Italian was the language of the musical world at that time and clarinet derives from the Italian word for trumpet, clarino and means little clarino. Early clarinets were based on the designs of recorders, of which there is a whole family of instruments from the tiny alto recorders to big bass records that look more like small bassoons. They were made in three parts with only two keys to cover holes, the rest being covered with the fingers, as with the recorder. They would typically made of hardwood such as plum or more often boxwood. Occasionally showy pieces were made from ivory with mouth pieces in ebony.
The fashion for clarinets soon took off, which isn't surprising as composers like Handel, Gluck and Telemann were the pop songwriters of their day and fashion was a big part of music at that time.
Although stringed instruments like the violin and cello had their perfect designs established by the violin makers of cremona in Italy such as Stradivari, Guarneri and Amati in the mid 1600 to 1700s, many other instruments went through the Peak periods of development in the eighteenth and nineteenth centuries. Instrument development, Virtuoso performers and compositions for the clarinet forged ahead hand in hand, much as the electric guitar for function and rock bands has developed rapidly in modern times. The number of keys was increased, the instrument was improved to give a larger dynamic range. Mozart wrote extensively for the clarinet, including a clarinet quintet for string quartet and clarinet.
As a piece of music it works best with a clarinet of the period and personally I don't like it when play with a modern instrument. The instrument of the period was much gentler and more mellow sounding than the modern-day clarinet. As such it blended in with the violins viola and cello of the string quartet as an instrument of similar temperament, so that proper ensemble could be achieved. The modern orchestral instruments has been developed to give a very loud and penetrating sound so it's solos can cut through the sound of an entire Symphony Orchestra. As such, when played together with a String Quartet it's dominates and sounds quite raucous. Put that together with the current orchestral style of playing clarinet, which is quite different from someone like Acker Bilk with his jazzmen, and the situation only becomes worse.
You just have to listen to Acker Bilk's wonderful Stranger on the Shore to hear his rich tone and large vibrato. In orchestral playing comma vibrato in the woodwind section is completely out of fashion, so a more modern orchestral player increases the raucousness of their instruments compared with the Strings of the string quartet, which are naturally more mellow and where the musicians will use vibrato to give softness and richness to the notes. Because of this the Mozart string quintet can sound like two groups having a battle for Supremacy. For me the only way that this piece of music should ever be played is with a period Clarinet. Purists would say that the instruments should include string instruments of the period which would have sounded somewhat different because of the different violin strings that would have been used at that time. You can never win!

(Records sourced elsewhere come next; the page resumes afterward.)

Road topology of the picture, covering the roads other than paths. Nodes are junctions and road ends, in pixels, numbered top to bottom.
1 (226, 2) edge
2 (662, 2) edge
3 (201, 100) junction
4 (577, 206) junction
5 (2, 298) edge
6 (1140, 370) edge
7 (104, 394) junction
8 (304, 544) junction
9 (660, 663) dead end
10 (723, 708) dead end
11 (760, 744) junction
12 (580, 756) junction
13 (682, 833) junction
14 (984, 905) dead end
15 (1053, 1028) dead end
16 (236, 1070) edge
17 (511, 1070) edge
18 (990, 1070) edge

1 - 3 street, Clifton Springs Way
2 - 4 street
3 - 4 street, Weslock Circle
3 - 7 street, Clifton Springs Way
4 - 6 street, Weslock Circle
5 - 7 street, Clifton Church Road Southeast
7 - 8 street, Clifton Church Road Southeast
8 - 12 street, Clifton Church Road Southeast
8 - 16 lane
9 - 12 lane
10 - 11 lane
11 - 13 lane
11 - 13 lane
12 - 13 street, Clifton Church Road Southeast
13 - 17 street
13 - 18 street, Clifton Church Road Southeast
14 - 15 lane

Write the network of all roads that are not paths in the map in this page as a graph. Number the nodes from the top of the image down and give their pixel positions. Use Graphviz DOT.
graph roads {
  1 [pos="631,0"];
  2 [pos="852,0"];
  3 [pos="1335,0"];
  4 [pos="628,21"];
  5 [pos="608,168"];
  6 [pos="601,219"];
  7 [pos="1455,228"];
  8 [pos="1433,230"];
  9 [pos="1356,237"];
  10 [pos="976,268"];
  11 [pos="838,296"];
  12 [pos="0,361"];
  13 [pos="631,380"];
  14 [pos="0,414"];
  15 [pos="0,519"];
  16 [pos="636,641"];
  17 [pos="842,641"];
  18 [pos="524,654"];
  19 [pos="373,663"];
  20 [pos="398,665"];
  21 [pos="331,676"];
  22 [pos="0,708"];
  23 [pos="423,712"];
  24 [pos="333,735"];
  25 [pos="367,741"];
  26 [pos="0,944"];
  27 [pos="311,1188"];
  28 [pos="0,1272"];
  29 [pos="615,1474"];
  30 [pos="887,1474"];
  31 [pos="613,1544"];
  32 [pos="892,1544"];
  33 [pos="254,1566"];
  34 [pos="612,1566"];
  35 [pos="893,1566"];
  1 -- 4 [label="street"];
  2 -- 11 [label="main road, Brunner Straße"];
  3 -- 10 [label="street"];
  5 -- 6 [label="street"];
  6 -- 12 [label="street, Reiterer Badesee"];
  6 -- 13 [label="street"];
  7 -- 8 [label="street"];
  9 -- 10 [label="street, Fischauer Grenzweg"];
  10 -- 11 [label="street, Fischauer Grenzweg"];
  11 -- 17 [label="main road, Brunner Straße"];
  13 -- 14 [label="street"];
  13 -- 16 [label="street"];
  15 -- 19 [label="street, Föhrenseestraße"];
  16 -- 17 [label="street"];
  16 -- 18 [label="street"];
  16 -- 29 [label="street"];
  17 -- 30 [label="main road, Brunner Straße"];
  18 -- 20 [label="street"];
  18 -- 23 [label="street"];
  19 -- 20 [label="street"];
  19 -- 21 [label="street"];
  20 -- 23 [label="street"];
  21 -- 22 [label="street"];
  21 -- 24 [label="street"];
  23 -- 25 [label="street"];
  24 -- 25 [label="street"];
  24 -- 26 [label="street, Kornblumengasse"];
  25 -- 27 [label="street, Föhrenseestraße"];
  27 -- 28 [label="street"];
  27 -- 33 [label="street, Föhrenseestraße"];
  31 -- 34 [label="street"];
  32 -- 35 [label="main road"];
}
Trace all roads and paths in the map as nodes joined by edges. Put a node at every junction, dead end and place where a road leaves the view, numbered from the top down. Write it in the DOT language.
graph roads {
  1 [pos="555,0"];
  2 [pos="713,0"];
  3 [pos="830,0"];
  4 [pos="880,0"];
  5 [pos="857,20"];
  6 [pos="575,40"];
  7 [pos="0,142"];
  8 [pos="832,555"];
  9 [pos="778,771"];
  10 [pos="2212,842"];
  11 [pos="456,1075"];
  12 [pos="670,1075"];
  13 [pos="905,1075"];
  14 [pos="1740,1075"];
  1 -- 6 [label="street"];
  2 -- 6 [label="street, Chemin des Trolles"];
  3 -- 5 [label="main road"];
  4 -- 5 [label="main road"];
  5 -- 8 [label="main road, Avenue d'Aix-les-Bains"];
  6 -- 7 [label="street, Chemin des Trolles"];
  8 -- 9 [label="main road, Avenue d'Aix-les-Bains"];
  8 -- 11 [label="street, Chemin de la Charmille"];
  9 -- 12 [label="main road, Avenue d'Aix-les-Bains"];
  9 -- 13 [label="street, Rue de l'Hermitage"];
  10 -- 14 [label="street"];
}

In the 19th century different materials were experiment with such as cocus wood from Jamaica, silver and brass but gradually by the 1850s makers standardised on the African Blackwood which is somewhat similar to Ebony. Key systems also developed, and much like with the battle between PAL and Betamax in video tapes, there was a war of standards in the clarinet business with the Albert or simpler system used in Germanic countries and the Bohm system, with it's additional keys, being used in most the rest of the world.